Produce a character-for-character copy of the data below.

== Provided data ==

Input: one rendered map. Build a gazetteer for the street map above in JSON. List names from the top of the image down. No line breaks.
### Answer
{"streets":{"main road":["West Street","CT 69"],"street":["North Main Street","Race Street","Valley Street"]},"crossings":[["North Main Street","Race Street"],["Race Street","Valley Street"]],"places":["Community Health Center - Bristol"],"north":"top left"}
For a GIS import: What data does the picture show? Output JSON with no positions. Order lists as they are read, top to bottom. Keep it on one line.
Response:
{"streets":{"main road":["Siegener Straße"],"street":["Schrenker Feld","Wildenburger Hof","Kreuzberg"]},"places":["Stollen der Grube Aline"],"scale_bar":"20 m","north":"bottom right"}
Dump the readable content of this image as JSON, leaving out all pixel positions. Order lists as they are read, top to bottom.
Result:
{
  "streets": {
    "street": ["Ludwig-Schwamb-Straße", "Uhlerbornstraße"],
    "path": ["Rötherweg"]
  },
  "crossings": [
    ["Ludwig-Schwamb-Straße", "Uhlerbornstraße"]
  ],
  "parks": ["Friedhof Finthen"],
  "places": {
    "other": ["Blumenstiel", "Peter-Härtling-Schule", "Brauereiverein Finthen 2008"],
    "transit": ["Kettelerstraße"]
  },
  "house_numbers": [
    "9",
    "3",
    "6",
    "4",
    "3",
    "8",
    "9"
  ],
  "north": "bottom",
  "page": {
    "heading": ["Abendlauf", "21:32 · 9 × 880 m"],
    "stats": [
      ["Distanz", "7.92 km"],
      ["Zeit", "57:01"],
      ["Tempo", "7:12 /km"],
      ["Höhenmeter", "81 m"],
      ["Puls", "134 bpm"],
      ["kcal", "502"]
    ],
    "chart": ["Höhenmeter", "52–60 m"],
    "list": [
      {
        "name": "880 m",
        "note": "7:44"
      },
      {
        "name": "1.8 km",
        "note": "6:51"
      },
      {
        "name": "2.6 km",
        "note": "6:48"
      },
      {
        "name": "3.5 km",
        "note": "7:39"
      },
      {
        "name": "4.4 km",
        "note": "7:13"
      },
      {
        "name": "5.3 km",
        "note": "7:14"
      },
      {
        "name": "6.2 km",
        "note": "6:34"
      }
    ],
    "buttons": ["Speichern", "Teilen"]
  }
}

===

## Expected answer
Input: one rendered map. Build a gazetteer for the street map above in JSON. List names from the top of the image down. No line breaks.
### Answer
{"streets":{"main road":["West Street","CT 69"],"street":["North Main Street","Race Street","Valley Street"]},"crossings":[["North Main Street","Race Street"],["Race Street","Valley Street"]],"places":["Community Health Center - Bristol"],"north":"top left"}
For a GIS import: What data does the picture show? Output JSON with no positions. Order lists as they are read, top to bottom. Keep it on one line.
Response:
{"streets":{"main road":["Siegener Straße"],"street":["Schrenker Feld","Wildenburger Hof","Kreuzberg"]},"places":["Stollen der Grube Aline"],"scale_bar":"20 m","north":"bottom right"}
Dump the readable content of this image as JSON, leaving out all pixel positions. Order lists as they are read, top to bottom.
Result:
{
  "streets": {
    "street": ["Ludwig-Schwamb-Straße", "Uhlerbornstraße"],
    "path": ["Rötherweg"]
  },
  "crossings": [
    ["Ludwig-Schwamb-Straße", "Uhlerbornstraße"]
  ],
  "parks": ["Friedhof Finthen"],
  "places": {
    "other": ["Blumenstiel", "Peter-Härtling-Schule", "Brauereiverein Finthen 2008"],
    "transit": ["Kettelerstraße"]
  },
  "house_numbers": [
    "9",
    "3",
    "6",
    "4",
    "3",
    "8",
    "9"
  ],
  "north": "bottom",
  "page": {
    "heading": ["Abendlauf", "21:32 · 9 × 880 m"],
    "stats": [
      ["Distanz", "7.92 km"],
      ["Zeit", "57:01"],
      ["Tempo", "7:12 /km"],
      ["Höhenmeter", "81 m"],
      ["Puls", "134 bpm"],
      ["kcal", "502"]
    ],
    "chart": ["Höhenmeter", "52–60 m"],
    "list": [
      {
        "name": "880 m",
        "note": "7:44"
      },
      {
        "name": "1.8 km",
        "note": "6:51"
      },
      {
        "name": "2.6 km",
        "note": "6:48"
      },
      {
        "name": "3.5 km",
        "note": "7:39"
      },
      {
        "name": "4.4 km",
        "note": "7:13"
      },
      {
        "name": "5.3 km",
        "note": "7:14"
      },
      {
        "name": "6.2 km",
        "note": "6:34"
      }
    ],
    "buttons": ["Speichern", "Teilen"]
  }
}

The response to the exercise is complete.